Le véritable président Vongola sourit satisfait à la fin de l'appel. Il replaça le bouquin dans sa cachette et observa son bureau. Vu la situation actuelle, où serait la place la plus amusante? Rester dans son bureau? Aller au labo? A moins qu'un petit jeu soit lancé pour les faire patienter jusqu'à l'arriver d'Enma. Le châtain sourit à sa dernière pensée. En tout bon hôte, il avait le devoir de divertir ses invités, n'est-ce pas? Il reprit sa place de président et ordonna quelques directives quand on frappa à sa porte.
- Entrez.
Deux gardes du corps au visage assez rouge pénétrèrent dans le bureau, portant à bout de bras un Giotto vêtu d'une simple veste. Tsuna l'observa indifférent et, d'un geste, renvoya les deux hommes intrigués. Si le boss était dans leur bras, qui était l'autre jeune homme? Son frère?
Le remplaçant tomba au sol, affaiblit. Les femmes étaient cruelles et impitoyables.
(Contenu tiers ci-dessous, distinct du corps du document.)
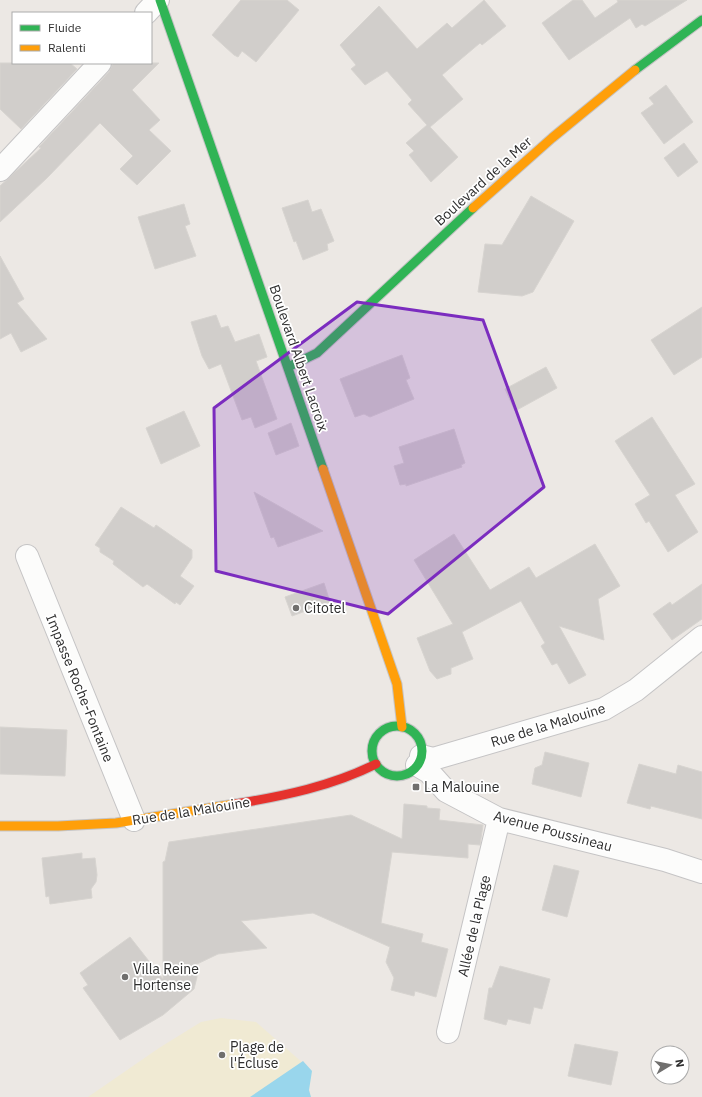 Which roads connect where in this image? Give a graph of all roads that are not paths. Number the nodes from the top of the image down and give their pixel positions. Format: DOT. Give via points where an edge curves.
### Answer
graph roads {
  1 [pos="159,0"];
  2 [pos="147,12"];
  3 [pos="702,20"];
  4 [pos="99,64"];
  5 [pos="0,170"];
  6 [pos="288,367"];
  7 [pos="27,556"];
  8 [pos="702,637"];
  9 [pos="402,727"];
  10 [pos="419,760"];
  11 [pos="376,764"];
  12 [pos="499,819"];
  13 [pos="134,820"];
  14 [pos="0,826"];
  15 [pos="702,872"];
  16 [pos="448,1032"];
  1 -- 2 [label="street"];
  1 -- 6 [label="street, Boulevard Albert Lacroix"];
  3 -- 6 [label="street, Boulevard de la Mer" via="661,49 530,156 317,353"];
  4 -- 5 [label="street"];
  6 -- 9 [label="street, Boulevard Albert Lacroix" via="398,684"];
  7 -- 13 [label="street, Impasse Roche-Fontaine"];
  8 -- 10 [label="street, Rue de la Malouine" via="636,690 604,709 434,759"];
  9 -- 10 [label="street" via="415,734 421,748"];
  9 -- 11 [label="street" via="393,726 379,733 372,748"];
  10 -- 11 [label="street" via="406,774 399,775 385,773"];
  10 -- 12 [label="street, Avenue Poussineau" via="446,791"];
  11 -- 13 [label="street, Rue de la Malouine" via="367,770 326,784 275,797"];
  12 -- 15 [label="street, Avenue Poussineau" via="664,860"];
  12 -- 16 [label="street, Allée de la Plage"];
  13 -- 14 [label="street, Rue de la Malouine" via="116,823"];
}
Il osa jeter un coup d'œil vers l'original pour l'abaisser aussitôt. Son patron était bien plus redoutable que cette grand-mère. Il trembla.
Tsunayoshi s'approcha de Giotto et lui releva la tête avec son pied droit. Il le regarda de haut, le méprisant.
- Quand je pense que j'ai fait de toi mon double.
- V-Vongola-sama! Pardonnez-moi…
- Qui t'a fait ça?
- U-
Devait-il le lui dire? Dire qu'une jeune fille déguisée en grand-mère qui l'avait…
- Parle.
Le jeune Sawada n'était pas patient. Le temps qu'il perdait ici était un temps de jeu en moins. Son regard glacial congela l'homme dénudé qui tremblait de tous ces membres.
- La grand-mère. C'est l'intrus déguisé en grand mère.
Le patron se rappela vaguement de l'une des terroristes. Il déplaça son pied et écrasa la tête de Giotto au sol. Sans s'attarder plus longtemps, il se réinstalla derrière son bureau. Il appuie sur un bouton et montra une vidéo.
- C'est elle?
Le blond se redressa douloureusement. Il fixa l'écran et acquiesça en voyant Haru. Le châtain sourit et lança une télécommande.
- Appuie.
La doublure ramassa la télécommande et vit une vingtaine de bouton. Il n'y avait ni chiffre ni autre signe significatif dessus. Uniquement des boutons blancs.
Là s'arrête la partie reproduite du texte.